Collected data entries:

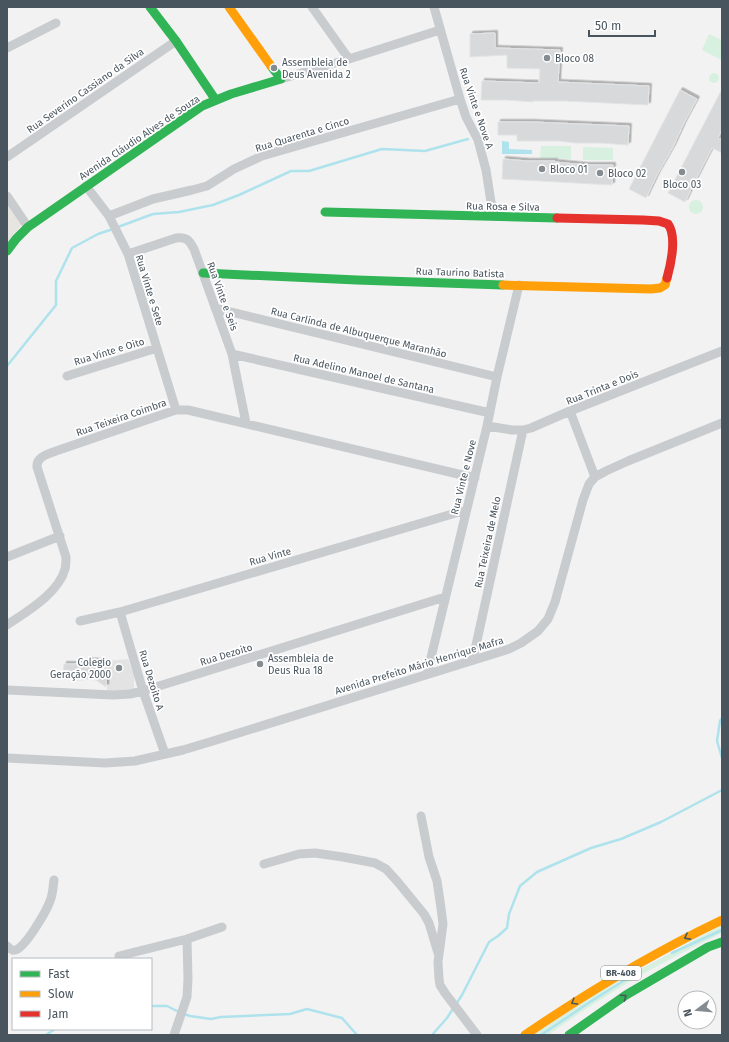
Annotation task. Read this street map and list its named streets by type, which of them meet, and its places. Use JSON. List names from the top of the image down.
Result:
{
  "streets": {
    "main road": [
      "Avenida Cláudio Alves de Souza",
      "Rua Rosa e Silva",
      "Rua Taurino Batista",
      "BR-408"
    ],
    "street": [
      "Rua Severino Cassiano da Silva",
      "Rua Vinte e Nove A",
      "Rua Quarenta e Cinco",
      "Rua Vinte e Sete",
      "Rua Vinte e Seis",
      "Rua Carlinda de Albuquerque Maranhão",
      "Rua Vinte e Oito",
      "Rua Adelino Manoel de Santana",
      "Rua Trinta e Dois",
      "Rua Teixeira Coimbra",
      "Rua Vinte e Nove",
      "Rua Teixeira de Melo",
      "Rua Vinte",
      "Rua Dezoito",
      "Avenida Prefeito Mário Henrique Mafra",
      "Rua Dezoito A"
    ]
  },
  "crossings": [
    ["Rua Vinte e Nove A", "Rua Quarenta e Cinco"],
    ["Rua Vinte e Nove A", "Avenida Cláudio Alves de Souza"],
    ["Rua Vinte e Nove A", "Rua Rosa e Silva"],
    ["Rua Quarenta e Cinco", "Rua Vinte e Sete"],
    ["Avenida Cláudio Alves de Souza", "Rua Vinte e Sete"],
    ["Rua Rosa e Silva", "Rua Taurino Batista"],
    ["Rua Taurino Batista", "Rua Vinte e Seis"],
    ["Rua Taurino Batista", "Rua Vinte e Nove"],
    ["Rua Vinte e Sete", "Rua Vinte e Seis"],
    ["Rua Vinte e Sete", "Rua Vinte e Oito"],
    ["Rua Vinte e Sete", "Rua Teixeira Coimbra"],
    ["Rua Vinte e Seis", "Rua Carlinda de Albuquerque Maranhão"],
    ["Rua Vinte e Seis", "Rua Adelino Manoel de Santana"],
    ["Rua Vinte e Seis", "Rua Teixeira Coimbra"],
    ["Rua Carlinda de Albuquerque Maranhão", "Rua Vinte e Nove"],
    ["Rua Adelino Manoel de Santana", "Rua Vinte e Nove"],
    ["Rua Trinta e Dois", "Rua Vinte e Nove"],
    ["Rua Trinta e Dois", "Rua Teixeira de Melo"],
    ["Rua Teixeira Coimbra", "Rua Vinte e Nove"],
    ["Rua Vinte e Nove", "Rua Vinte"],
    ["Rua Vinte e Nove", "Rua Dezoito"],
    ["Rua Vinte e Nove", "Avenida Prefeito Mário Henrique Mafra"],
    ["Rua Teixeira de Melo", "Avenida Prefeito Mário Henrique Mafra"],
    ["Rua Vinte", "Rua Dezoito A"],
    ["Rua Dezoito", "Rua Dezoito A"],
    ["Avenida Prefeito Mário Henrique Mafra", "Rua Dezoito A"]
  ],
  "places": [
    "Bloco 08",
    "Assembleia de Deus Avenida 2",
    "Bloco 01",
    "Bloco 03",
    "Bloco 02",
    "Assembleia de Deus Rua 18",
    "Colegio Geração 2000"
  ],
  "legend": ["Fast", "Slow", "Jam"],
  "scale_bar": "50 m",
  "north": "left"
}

PROBLEM DETAILS:
Copy out the lines above unchanged. Skip the images.

TASK RESULT:
Annotation task. Read this street map and list its named streets by type, which of them meet, and its places. Use JSON. List names from the top of the image down.
Result:
{
  "streets": {
    "main road": [
      "Avenida Cláudio Alves de Souza",
      "Rua Rosa e Silva",
      "Rua Taurino Batista",
      "BR-408"
    ],
    "street": [
      "Rua Severino Cassiano da Silva",
      "Rua Vinte e Nove A",
      "Rua Quarenta e Cinco",
      "Rua Vinte e Sete",
      "Rua Vinte e Seis",
      "Rua Carlinda de Albuquerque Maranhão",
      "Rua Vinte e Oito",
      "Rua Adelino Manoel de Santana",
      "Rua Trinta e Dois",
      "Rua Teixeira Coimbra",
      "Rua Vinte e Nove",
      "Rua Teixeira de Melo",
      "Rua Vinte",
      "Rua Dezoito",
      "Avenida Prefeito Mário Henrique Mafra",
      "Rua Dezoito A"
    ]
  },
  "crossings": [
    ["Rua Vinte e Nove A", "Rua Quarenta e Cinco"],
    ["Rua Vinte e Nove A", "Avenida Cláudio Alves de Souza"],
    ["Rua Vinte e Nove A", "Rua Rosa e Silva"],
    ["Rua Quarenta e Cinco", "Rua Vinte e Sete"],
    ["Avenida Cláudio Alves de Souza", "Rua Vinte e Sete"],
    ["Rua Rosa e Silva", "Rua Taurino Batista"],
    ["Rua Taurino Batista", "Rua Vinte e Seis"],
    ["Rua Taurino Batista", "Rua Vinte e Nove"],
    ["Rua Vinte e Sete", "Rua Vinte e Seis"],
    ["Rua Vinte e Sete", "Rua Vinte e Oito"],
    ["Rua Vinte e Sete", "Rua Teixeira Coimbra"],
    ["Rua Vinte e Seis", "Rua Carlinda de Albuquerque Maranhão"],
    ["Rua Vinte e Seis", "Rua Adelino Manoel de Santana"],
    ["Rua Vinte e Seis", "Rua Teixeira Coimbra"],
    ["Rua Carlinda de Albuquerque Maranhão", "Rua Vinte e Nove"],
    ["Rua Adelino Manoel de Santana", "Rua Vinte e Nove"],
    ["Rua Trinta e Dois", "Rua Vinte e Nove"],
    ["Rua Trinta e Dois", "Rua Teixeira de Melo"],
    ["Rua Teixeira Coimbra", "Rua Vinte e Nove"],
    ["Rua Vinte e Nove", "Rua Vinte"],
    ["Rua Vinte e Nove", "Rua Dezoito"],
    ["Rua Vinte e Nove", "Avenida Prefeito Mário Henrique Mafra"],
    ["Rua Teixeira de Melo", "Avenida Prefeito Mário Henrique Mafra"],
    ["Rua Vinte", "Rua Dezoito A"],
    ["Rua Dezoito", "Rua Dezoito A"],
    ["Avenida Prefeito Mário Henrique Mafra", "Rua Dezoito A"]
  ],
  "places": [
    "Bloco 08",
    "Assembleia de Deus Avenida 2",
    "Bloco 01",
    "Bloco 03",
    "Bloco 02",
    "Assembleia de Deus Rua 18",
    "Colegio Geração 2000"
  ],
  "legend": ["Fast", "Slow", "Jam"],
  "scale_bar": "50 m",
  "north": "left"
}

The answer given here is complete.